» PROBLEM DESCRIPTION
The entries are to be repeated verbatim, with nothing left out.

» DATA EXTRACTS
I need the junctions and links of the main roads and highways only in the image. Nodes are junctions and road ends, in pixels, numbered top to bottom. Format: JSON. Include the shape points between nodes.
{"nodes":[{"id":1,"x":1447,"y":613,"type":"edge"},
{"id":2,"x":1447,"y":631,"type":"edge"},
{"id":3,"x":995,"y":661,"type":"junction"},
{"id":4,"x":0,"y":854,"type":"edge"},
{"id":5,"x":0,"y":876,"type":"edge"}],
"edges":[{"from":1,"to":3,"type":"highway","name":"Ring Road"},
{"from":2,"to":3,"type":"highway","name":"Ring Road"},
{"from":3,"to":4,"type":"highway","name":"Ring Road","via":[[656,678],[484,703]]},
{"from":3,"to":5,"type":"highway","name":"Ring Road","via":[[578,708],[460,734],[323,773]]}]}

» RESPONSE BELOW
I need the junctions and links of the main roads and highways only in the image. Nodes are junctions and road ends, in pixels, numbered top to bottom. Format: JSON. Include the shape points between nodes.
{"nodes":[{"id":1,"x":1447,"y":613,"type":"edge"},
{"id":2,"x":1447,"y":631,"type":"edge"},
{"id":3,"x":995,"y":661,"type":"junction"},
{"id":4,"x":0,"y":854,"type":"edge"},
{"id":5,"x":0,"y":876,"type":"edge"}],
"edges":[{"from":1,"to":3,"type":"highway","name":"Ring Road"},
{"from":2,"to":3,"type":"highway","name":"Ring Road"},
{"from":3,"to":4,"type":"highway","name":"Ring Road","via":[[656,678],[484,703]]},
{"from":3,"to":5,"type":"highway","name":"Ring Road","via":[[578,708],[460,734],[323,773]]}]}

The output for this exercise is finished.